After an uneventful journey, Bernard and Lenina arrive at the Reservation. Fortified by soma, they listen to the Warden's excessively lengthy description of the place and manage to give uncomprehending, but correct, responses to his questions. The Warden makes it clear why the people on the reservation are "savages." He explains that they were once Christians. Now they still speak "dead" languages and cling to old values and social institutions, like marriage, family, and bearing children. When he is through with his explanations, the Warden allows Bernard and Lenina to leave, but only after he has warned them that the fences enclosing the Reservation are all electric ones.

Bernard telephones Watson to ask him to shut off the scent in his apartment. During their conversation, Watson tells Bernard that the Director's threat about Iceland is not an empty one. Suddenly Bernard feels upset, almost defeated. Lenina advises him to live in the present rather than thinking on the past or worrying about the future. Bernard takes some soma and calms down. The next thing he knows, he and Lenina are in the Valley of Malpais, where a young savage is waiting to serve as their guide.

Notes

The contrast between Bernard and the others of his world is further clarified in this chapter. Not only is he odd, he is fighting against all regimentation. He refuses to dismiss his history and ignore the future, for he is uncomfortable living in the present. He also refuses to indulge in the usual pastimes, reflecting Huxley's own distaste for mass entertainment. Bernard's rebellion, however, is more bravado than bravery.

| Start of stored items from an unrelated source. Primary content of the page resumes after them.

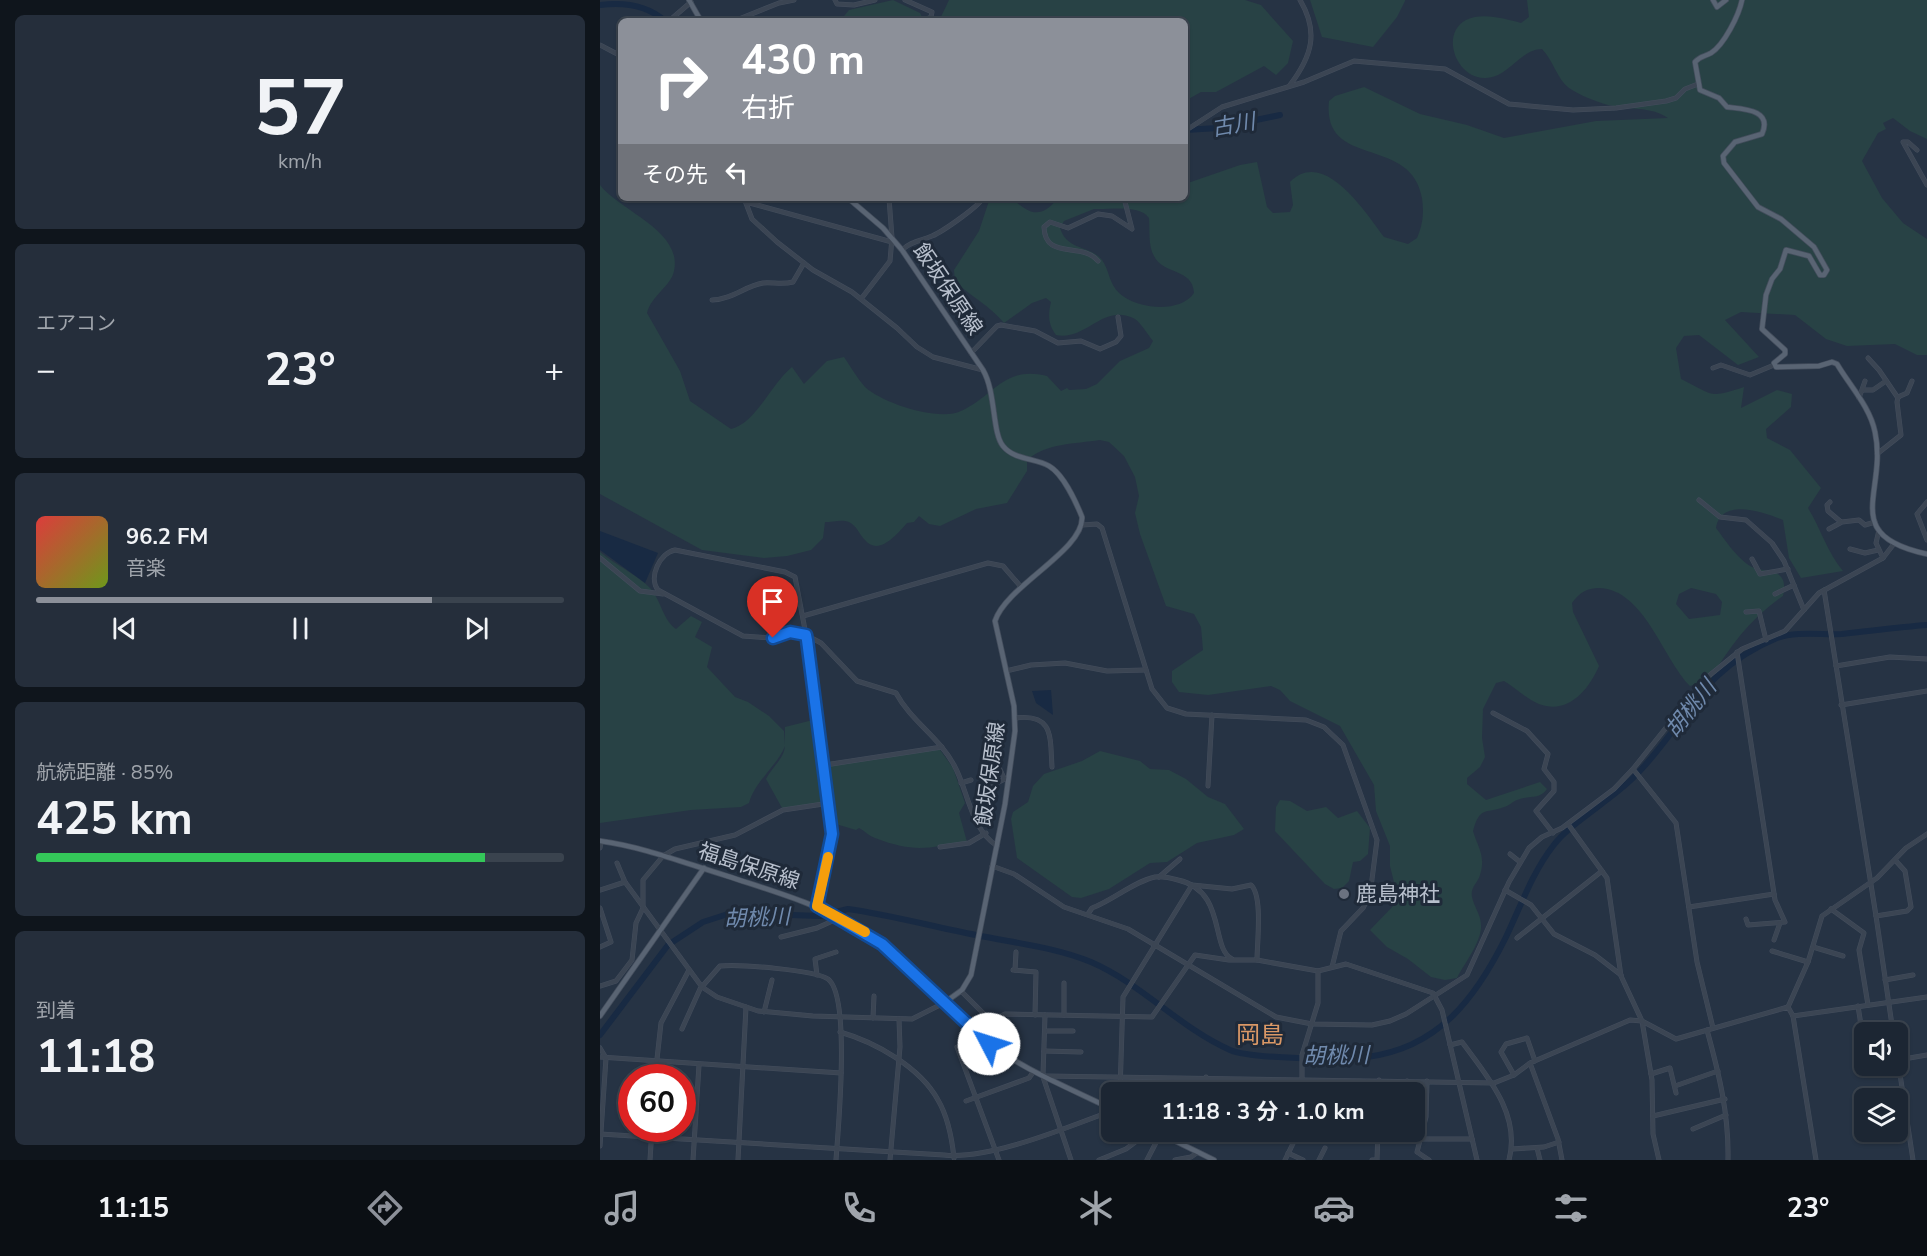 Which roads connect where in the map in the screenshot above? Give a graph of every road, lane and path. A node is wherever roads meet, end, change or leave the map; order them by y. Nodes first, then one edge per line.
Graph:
1 (794, 0) edge
2 (835, 0) edge
3 (874, 0) edge
4 (905, 0) edge
5 (1300, 0) edge
6 (1713, 0) edge
7 (1726, 0) edge
8 (1742, 0) edge
9 (690, 1) edge
10 (781, 1) edge
11 (672, 18) edge
12 (699, 18) edge
13 (741, 18) edge
14 (927, 18) edge
15 (600, 45) edge
16 (618, 54) edge
17 (1698, 84) junction
18 (1289, 85) junction
19 (1188, 129) edge
20 (1917, 150) dead end
21 (1927, 185) edge
22 (745, 201) edge
23 (749, 201) edge
24 (851, 201) edge
25 (889, 201) edge
26 (981, 201) edge
27 (1125, 201) edge
28 (892, 240) junction
29 (902, 250) junction
30 (1098, 261) dead end
31 (804, 263) junction
32 (712, 300) dead end
33 (861, 300) junction
34 (1118, 316) dead end
35 (971, 353) junction
36 (1868, 358) dead end
37 (1774, 365) junction
38 (1713, 368) dead end
39 (983, 370) junction
40 (1865, 381) dead end
41 (1886, 381) junction
42 (1912, 381) dead end
43 (1863, 390) junction
44 (1858, 398) junction
45 (1898, 398) junction
46 (1877, 454) junction
47 (1700, 500) dead end
48 (1830, 502) dead end
49 (1927, 502) edge
50 (1842, 522) junction
51 (1875, 522) junction
52 (1082, 525) junction
53 (1829, 529) dead end
54 (1879, 530) junction
55 (1927, 540) edge
56 (1893, 545) junction
57 (1850, 549) dead end
58 (1878, 550) junction
59 (1927, 554) edge
60 (600, 558) edge
61 (1883, 558) junction
62 (1752, 559) dead end
63 (1788, 570) junction
64 (1794, 585) junction
65 (1021, 587) junction
66 (1824, 590) junction
67 (1775, 594) dead end
68 (667, 595) junction
69 (1804, 610) junction
70 (1746, 612) dead end
71 (803, 616) junction
72 (806, 635) junction
73 (1766, 640) junction
74 (1737, 652) junction
75 (1927, 659) edge
76 (1836, 666) junction
77 (1146, 670) junction
78 (1005, 671) junction
79 (1927, 691) edge
80 (1841, 705) junction
81 (1493, 713) dead end
82 (1212, 716) junction
83 (1015, 718) junction
84 (942, 747) junction
85 (988, 758) dead end
86 (825, 765) junction
87 (1052, 766) dead end
88 (1634, 769) junction
89 (1007, 779) junction
90 (971, 780) dead end
91 (961, 783) junction
92 (1208, 786) dead end
93 (982, 790) dead end
94 (830, 803) junction
95 (1568, 825) junction
96 (986, 833) junction
97 (1553, 833) junction
98 (1927, 834) edge
99 (601, 841) edge
100 (997, 846) junction
101 (940, 847) dead end
102 (600, 848) edge
103 (1510, 854) dead end
104 (666, 855) junction
105 (1180, 859) dead end
106 (1895, 860) junction
107 (1520, 862) junction
108 (617, 863) dead end
109 (992, 866) junction
110 (704, 868) junction
111 (1602, 871) junction
112 (1158, 877) junction
113 (625, 882) junction
114 (1869, 882) junction
115 (1192, 885) junction
116 (600, 890) edge
117 (1505, 890) junction
118 (1774, 894) junction
119 (817, 906) junction
120 (1688, 907) junction
121 (600, 908) edge
122 (643, 908) junction
123 (1831, 909) junction
124 (1088, 914) junction
125 (1875, 916) junction
126 (838, 917) junction
127 (1543, 919) junction
128 (1746, 919) dead end
129 (1780, 923) junction
130 (660, 931) junction
131 (781, 937) dead end
132 (1517, 938) dead end
133 (1774, 940) dead end
134 (1154, 945) junction
135 (600, 947) edge
136 (1813, 947) junction
137 (1772, 951) dead end
138 (836, 952) dead end
139 (1016, 952) dead end
140 (1224, 956) junction
141 (1843, 956) dead end
142 (1257, 960) junction
143 (1808, 962) junction
144 (1187, 965) junction
145 (1332, 967) junction
146 (689, 970) junction
147 (1318, 971) junction
148 (817, 975) junction
149 (1913, 975) dead end
150 (1621, 976) junction
151 (772, 980) dead end
152 (1885, 980) junction
153 (614, 981) junction
154 (1064, 983) dead end
155 (600, 986) edge
156 (621, 986) junction
157 (702, 987) junction
158 (960, 991) junction
159 (874, 996) dead end
160 (1435, 996) junction
161 (1927, 997) edge
162 (944, 1002) junction
163 (1888, 1002) junction
164 (1868, 1005) junction
165 (746, 1006) junction
166 (1858, 1006) junction
167 (1788, 1007) junction
168 (764, 1012) junction
169 (1035, 1015) junction
170 (1045, 1015) junction
171 (600, 1016) edge
172 (1064, 1016) junction
173 (1121, 1016) junction
174 (840, 1017) junction
175 (1793, 1017) junction
176 (873, 1018) junction
177 (899, 1019) junction
178 (992, 1021) junction
179 (1642, 1021) junction
180 (1861, 1022) edge
181 (1891, 1022) edge
182 (1312, 1024) junction
183 (1713, 1028) junction
184 (682, 1029) dead end
185 (1045, 1030) junction
186 (1707, 1030) junction
187 (1073, 1031) dead end
188 (840, 1032) junction
189 (974, 1032) junction
190 (1450, 1045) junction
191 (957, 1047) dead end
192 (600, 1048) edge
193 (1044, 1052) junction
194 (1081, 1052) dead end
195 (1927, 1055) edge
196 (600, 1057) edge
197 (605, 1059) junction
198 (1908, 1059) edge
199 (1535, 1060) junction
200 (656, 1062) junction
201 (899, 1062) junction
202 (1530, 1063) junction
203 (699, 1065) junction
204 (743, 1067) junction
205 (1035, 1071) junction
206 (1718, 1071) junction
207 (841, 1073) junction
208 (1651, 1074) junction
209 (1043, 1075) junction
210 (1514, 1075) junction
211 (1120, 1076) junction
212 (1900, 1076) edge
213 (1206, 1077) junction
214 (1302, 1078) junction
215 (1379, 1080) joint
216 (1407, 1081) joint
217 (1427, 1081) junction
218 (1120, 1082) edge
219 (1206, 1082) edge
220 (1302, 1082) edge
221 (1458, 1082) junction
222 (1491, 1083) junction
223 (1675, 1086) junction
224 (1676, 1093) dead end
225 (976, 1097) junction
226 (1725, 1099) junction
227 (966, 1101) dead end
228 (1101, 1104) edge
229 (1101, 1115) edge
230 (1726, 1115) junction
231 (1425, 1116) edge
232 (1652, 1116) junction
233 (696, 1121) edge
234 (1693, 1129) dead end
235 (1060, 1130) junction
236 (601, 1134) edge
237 (618, 1135) edge
238 (1425, 1139) edge
239 (696, 1140) edge
240 (1472, 1140) junction
241 (651, 1142) edge
242 (695, 1142) edge
243 (739, 1142) junction
244 (1139, 1142) edge
245 (1153, 1142) edge
246 (1178, 1142) edge
247 (1294, 1142) edge
248 (1377, 1142) edge
249 (1420, 1142) edge
250 (1559, 1142) junction
251 (600, 1146) edge
252 (837, 1148) junction
253 (1325, 1148) dead end
254 (1537, 1148) junction
255 (1512, 1149) junction
256 (891, 1151) junction
257 (1198, 1152) junction
258 (1288, 1153) junction
259 (997, 1154) junction
260 (944, 1157) edge
261 (954, 1159) edge
262 (1183, 1159) edge
263 (650, 1160) edge
264 (693, 1160) edge
265 (738, 1160) edge
266 (836, 1160) edge
267 (890, 1160) edge
268 (999, 1160) edge
269 (1071, 1160) edge
270 (1099, 1160) edge
271 (1146, 1160) edge
272 (1175, 1160) edge
273 (1214, 1160) edge
274 (1285, 1160) edge
275 (1303, 1160) edge
276 (1319, 1160) edge
277 (1372, 1160) edge
278 (1429, 1160) edge
279 (1477, 1160) edge
280 (1509, 1160) edge
281 (1540, 1160) edge
282 (1562, 1160) edge
283 (1659, 1160) edge
284 (1728, 1160) edge
285 (1816, 1160) edge
286 (1913, 1160) edge

1 - 10 street
2 - 3 street
4 - 14 street
5 - 18 street
6 - 7 main road
8 - 17 main road
9 - 11 street
9 - 12 main road
10 - 13 street
15 - 16 street
17 - 18 street
17 - 37 main road
18 - 19 street
20 - 21 street
22 - 31 street
23 - 28 street
24 - 28 main road, 飯坂保原線
25 - 28 street
26 - 29 street
27 - 30 street
28 - 29 main road, 飯坂保原線
28 - 33 street
29 - 35 main road, 飯坂保原線
31 - 32 street
31 - 33 street
33 - 39 street
34 - 35 street
35 - 39 main road, 飯坂保原線
36 - 41 street
37 - 38 street
37 - 44 main road
39 - 52 main road, 飯坂保原線
40 - 43 street
41 - 43 street
41 - 45 street
42 - 45 street
43 - 44 street
44 - 46 main road
45 - 46 street
46 - 51 main road
47 - 63 street
48 - 50 street
49 - 55 street
50 - 51 street
50 - 53 street
51 - 54 main road
52 - 65 main road, 飯坂保原線
52 - 77 street
54 - 56 main road
54 - 58 street
56 - 59 main road
56 - 61 street
57 - 58 street
58 - 61 street
60 - 68 street
61 - 66 street
62 - 63 street
63 - 64 street
64 - 67 street
64 - 69 street
65 - 71 street
65 - 78 main road, 飯坂保原線
66 - 69 street
66 - 76 street
68 - 71 street
68 - 72 street
69 - 73 street
70 - 73 street
71 - 72 street
72 - 84 street
72 - 86 street
73 - 74 street
74 - 88 street
74 - 118 street
75 - 76 street
76 - 80 street
77 - 78 street
77 - 82 street
78 - 83 main road, 飯坂保原線
79 - 80 street
80 - 114 street
81 - 97 street
82 - 92 street
82 - 145 street
83 - 87 street
83 - 89 main road, 飯坂保原線
84 - 86 street
84 - 91 street
85 - 89 street
86 - 94 street
88 - 95 street
88 - 120 street
89 - 93 street
89 - 100 main road, 飯坂保原線
90 - 91 street
91 - 96 street
94 - 104 street
94 - 119 street
95 - 97 street
95 - 111 street
96 - 100 street
96 - 101 street
97 - 107 street
98 - 106 street
99 - 102 street
99 - 104 main road, 福島保原線
100 - 109 main road, 飯坂保原線
103 - 107 street
104 - 110 main road, 福島保原線
104 - 122 street
105 - 112 street
106 - 114 street
106 - 125 street
107 - 117 street
108 - 113 street
109 - 124 street
109 - 158 main road, 飯坂保原線
110 - 119 main road, 福島保原線
110 - 130 main road
111 - 127 street
111 - 150 street
112 - 115 street
112 - 124 street
113 - 116 street
113 - 122 street
114 - 123 street
114 - 125 street
115 - 134 street
115 - 140 street
115 - 142 street
117 - 127 street
117 - 160 street
118 - 120 street
118 - 129 street
119 - 126 main road, 福島保原線
120 - 183 street
121 - 135 street
122 - 130 street
122 - 153 street
123 - 136 street
123 - 164 street
124 - 134 street
125 - 152 street
126 - 131 street
126 - 162 main road, 福島保原線
127 - 132 street
127 - 150 street
128 - 129 street
129 - 133 street
130 - 146 street
130 - 156 main road
134 - 144 street
134 - 173 street
136 - 141 street
136 - 143 street
137 - 143 street
138 - 148 street
139 - 169 street
140 - 142 street
140 - 144 street
142 - 147 street
143 - 167 street
144 - 173 street
144 - 182 street
145 - 147 street
145 - 160 street
146 - 157 street
146 - 200 street
147 - 182 street
148 - 157 street
148 - 174 street
149 - 152 street
150 - 179 street
151 - 168 street
152 - 163 street
153 - 155 street
153 - 156 street
154 - 172 street
156 - 171 main road
157 - 165 street
157 - 184 street
158 - 162 main road, 飯坂保原線
158 - 178 street
159 - 176 street
160 - 182 street
160 - 190 street
161 - 163 street
162 - 177 street
162 - 189 main road, 福島保原線
163 - 164 street
163 - 181 street
164 - 166 street
165 - 168 street
165 - 204 street
166 - 175 street
166 - 180 street
167 - 175 street
167 - 183 street
168 - 174 street
169 - 170 street
169 - 178 street
170 - 172 street
170 - 185 street
172 - 173 street
173 - 211 street
174 - 176 street
174 - 188 street
175 - 285 street
176 - 177 street
177 - 201 street
178 - 189 street
179 - 186 street
179 - 199 street
179 - 208 street
182 - 214 street
183 - 186 street
185 - 187 street
185 - 193 street
186 - 206 street
188 - 201 street
188 - 207 street
189 - 205 main road, 福島保原線
190 - 221 street
190 - 222 street
191 - 225 street
192 - 197 street
193 - 194 street
193 - 209 street
195 - 198 street
196 - 197 street
197 - 200 street
197 - 236 street
199 - 202 street
199 - 210 street
200 - 203 street
201 - 256 street
201 - 261 street
202 - 210 street
202 - 250 street
203 - 204 street
203 - 233 street
204 - 207 street
204 - 243 street
205 - 209 main road, 福島保原線
205 - 225 street
206 - 223 street
206 - 226 street
207 - 252 street
208 - 223 street
208 - 232 street
209 - 211 street
209 - 228 main road, 福島保原線
209 - 235 street
210 - 222 street
211 - 213 street
211 - 218 street
212 - 286 street
213 - 214 street
213 - 219 street
214 - 215 street
214 - 220 street
215 - 216 street
216 - 217 street
217 - 221 street
217 - 231 street
221 - 222 street
221 - 240 street
222 - 255 street
223 - 224 street
225 - 227 street
225 - 259 street
226 - 230 street
226 - 232 street
229 - 235 street
230 - 234 street
230 - 284 street
232 - 283 street
235 - 259 street
235 - 269 street
236 - 237 street
236 - 251 street
238 - 240 street
239 - 243 street
240 - 279 street
241 - 263 street
242 - 264 street
243 - 252 street
243 - 265 street
244 - 270 street
245 - 271 street
246 - 257 main road
247 - 258 street
248 - 277 street
249 - 278 street
250 - 254 street
250 - 282 street
252 - 256 street
252 - 266 street
253 - 276 street
254 - 255 street
254 - 281 street
255 - 280 street
256 - 260 street
256 - 267 street
257 - 262 street
257 - 273 main road
258 - 274 street
258 - 275 street
259 - 261 street
259 - 268 street
260 - 261 street
262 - 272 street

Several things about the reservation are interesting. When the Director tells Bernard about his past on the Reservation, it prepares the reader for the interesting things that Lenina and he will discover about the Director during their visit. The Warden's explanation of the "savages" is also interesting. The people living on the reservation are condemned for the very qualities and customs that are a cherished part of "normal" contemporary society. In the Warden, Huxley uses the ironic device of the "obtuse mask," whereby he expresses views opposed to the author's own though apparently meant to win over the reader.